▶ Aim of the task
Exact copy, no pictures: output each line below as it stands.

▶ Input data
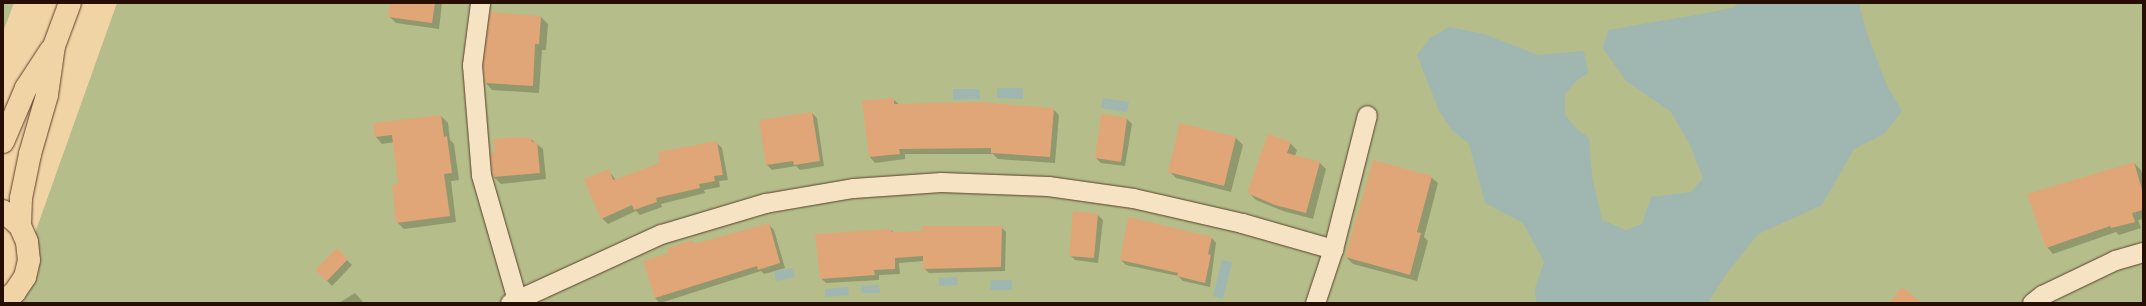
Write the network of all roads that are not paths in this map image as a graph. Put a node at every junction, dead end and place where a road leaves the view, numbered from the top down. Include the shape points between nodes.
1 (70, 3) edge
2 (480, 3) edge
3 (54, 46) junction
4 (1367, 115) dead end
5 (3, 142) edge
6 (3, 211) edge
7 (20, 226) junction
8 (1333, 249) junction
9 (2143, 252) edge
10 (3, 302) edge
11 (515, 302) edge
12 (1315, 303) edge
13 (2032, 303) edge

1 - 3 main road
2 - 11 street via 472,65 481,175
3 - 5 main road via 26,88
3 - 7 main road via 47,95 30,154 21,198
4 - 8 street
6 - 7 main road
7 - 10 main road via 27,242 29,260 25,277 15,292
8 - 11 street via 1242,223 1133,198 1048,186 941,182 853,188 764,203 661,234
8 - 12 street
9 - 13 street via 2115,260 2042,295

▶ Reply
Write the network of all roads that are not paths in this map image as a graph. Put a node at every junction, dead end and place where a road leaves the view, numbered from the top down. Include the shape points between nodes.
1 (70, 3) edge
2 (480, 3) edge
3 (54, 46) junction
4 (1367, 115) dead end
5 (3, 142) edge
6 (3, 211) edge
7 (20, 226) junction
8 (1333, 249) junction
9 (2143, 252) edge
10 (3, 302) edge
11 (515, 302) edge
12 (1315, 303) edge
13 (2032, 303) edge

1 - 3 main road
2 - 11 street via 472,65 481,175
3 - 5 main road via 26,88
3 - 7 main road via 47,95 30,154 21,198
4 - 8 street
6 - 7 main road
7 - 10 main road via 27,242 29,260 25,277 15,292
8 - 11 street via 1242,223 1133,198 1048,186 941,182 853,188 764,203 661,234
8 - 12 street
9 - 13 street via 2115,260 2042,295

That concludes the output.